--- START ---
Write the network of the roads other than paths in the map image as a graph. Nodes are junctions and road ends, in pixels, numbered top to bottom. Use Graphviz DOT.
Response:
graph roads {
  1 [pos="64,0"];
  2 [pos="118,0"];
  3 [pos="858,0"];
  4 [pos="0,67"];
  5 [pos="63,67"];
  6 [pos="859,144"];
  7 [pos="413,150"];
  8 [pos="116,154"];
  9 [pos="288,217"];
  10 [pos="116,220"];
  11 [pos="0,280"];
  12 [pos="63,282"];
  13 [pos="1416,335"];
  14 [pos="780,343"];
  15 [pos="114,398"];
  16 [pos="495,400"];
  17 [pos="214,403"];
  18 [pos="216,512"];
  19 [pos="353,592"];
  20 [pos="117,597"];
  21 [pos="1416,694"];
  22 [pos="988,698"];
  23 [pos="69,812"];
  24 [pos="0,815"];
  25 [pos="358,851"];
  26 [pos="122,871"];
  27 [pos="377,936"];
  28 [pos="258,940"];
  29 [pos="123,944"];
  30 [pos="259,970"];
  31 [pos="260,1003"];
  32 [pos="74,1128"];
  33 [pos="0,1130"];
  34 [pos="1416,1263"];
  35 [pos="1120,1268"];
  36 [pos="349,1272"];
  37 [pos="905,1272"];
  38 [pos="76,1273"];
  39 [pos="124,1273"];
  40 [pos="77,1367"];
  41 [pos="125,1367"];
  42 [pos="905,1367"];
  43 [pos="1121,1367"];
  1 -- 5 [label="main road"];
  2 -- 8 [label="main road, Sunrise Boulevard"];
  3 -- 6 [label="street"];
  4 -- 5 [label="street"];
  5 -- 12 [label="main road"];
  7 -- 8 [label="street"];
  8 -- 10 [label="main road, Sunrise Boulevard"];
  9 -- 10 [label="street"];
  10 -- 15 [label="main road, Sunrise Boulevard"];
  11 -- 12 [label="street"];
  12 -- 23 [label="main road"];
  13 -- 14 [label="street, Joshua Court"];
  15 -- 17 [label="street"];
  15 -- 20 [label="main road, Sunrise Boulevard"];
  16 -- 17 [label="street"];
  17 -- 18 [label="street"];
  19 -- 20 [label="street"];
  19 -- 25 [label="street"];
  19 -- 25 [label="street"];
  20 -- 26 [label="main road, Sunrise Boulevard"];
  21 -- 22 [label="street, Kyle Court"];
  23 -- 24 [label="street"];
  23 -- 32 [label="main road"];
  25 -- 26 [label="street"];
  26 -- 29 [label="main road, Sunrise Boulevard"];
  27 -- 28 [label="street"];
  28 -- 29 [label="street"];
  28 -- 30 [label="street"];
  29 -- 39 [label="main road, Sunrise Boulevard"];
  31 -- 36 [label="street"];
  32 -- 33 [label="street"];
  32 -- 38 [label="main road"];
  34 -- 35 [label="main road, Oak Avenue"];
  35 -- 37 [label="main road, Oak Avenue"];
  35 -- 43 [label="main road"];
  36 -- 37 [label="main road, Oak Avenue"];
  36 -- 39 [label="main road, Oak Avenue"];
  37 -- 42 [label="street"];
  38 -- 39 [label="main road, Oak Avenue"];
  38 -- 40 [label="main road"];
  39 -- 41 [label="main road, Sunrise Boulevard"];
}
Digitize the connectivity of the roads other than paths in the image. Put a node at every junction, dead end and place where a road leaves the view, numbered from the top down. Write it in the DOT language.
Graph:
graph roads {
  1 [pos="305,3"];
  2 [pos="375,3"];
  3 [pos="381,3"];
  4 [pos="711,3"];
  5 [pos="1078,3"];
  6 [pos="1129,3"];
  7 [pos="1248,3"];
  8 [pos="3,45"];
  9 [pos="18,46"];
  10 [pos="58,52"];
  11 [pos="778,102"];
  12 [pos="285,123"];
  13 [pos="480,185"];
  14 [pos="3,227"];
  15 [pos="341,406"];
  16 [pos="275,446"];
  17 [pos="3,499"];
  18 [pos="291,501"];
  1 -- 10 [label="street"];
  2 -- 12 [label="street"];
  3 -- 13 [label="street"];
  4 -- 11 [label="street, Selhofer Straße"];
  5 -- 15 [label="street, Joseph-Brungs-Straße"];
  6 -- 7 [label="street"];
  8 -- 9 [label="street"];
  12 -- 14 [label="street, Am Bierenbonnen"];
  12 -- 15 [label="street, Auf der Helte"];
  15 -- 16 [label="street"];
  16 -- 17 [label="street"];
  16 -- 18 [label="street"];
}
--- END ---
Respond with the exact lines running from the one that contains "Digitize the connectivity" through the last line of the data above, and no other lines.

Exercise solution -
Digitize the connectivity of the roads other than paths in the image. Put a node at every junction, dead end and place where a road leaves the view, numbered from the top down. Write it in the DOT language.
Graph:
graph roads {
  1 [pos="305,3"];
  2 [pos="375,3"];
  3 [pos="381,3"];
  4 [pos="711,3"];
  5 [pos="1078,3"];
  6 [pos="1129,3"];
  7 [pos="1248,3"];
  8 [pos="3,45"];
  9 [pos="18,46"];
  10 [pos="58,52"];
  11 [pos="778,102"];
  12 [pos="285,123"];
  13 [pos="480,185"];
  14 [pos="3,227"];
  15 [pos="341,406"];
  16 [pos="275,446"];
  17 [pos="3,499"];
  18 [pos="291,501"];
  1 -- 10 [label="street"];
  2 -- 12 [label="street"];
  3 -- 13 [label="street"];
  4 -- 11 [label="street, Selhofer Straße"];
  5 -- 15 [label="street, Joseph-Brungs-Straße"];
  6 -- 7 [label="street"];
  8 -- 9 [label="street"];
  12 -- 14 [label="street, Am Bierenbonnen"];
  12 -- 15 [label="street, Auf der Helte"];
  15 -- 16 [label="street"];
  16 -- 17 [label="street"];
  16 -- 18 [label="street"];
}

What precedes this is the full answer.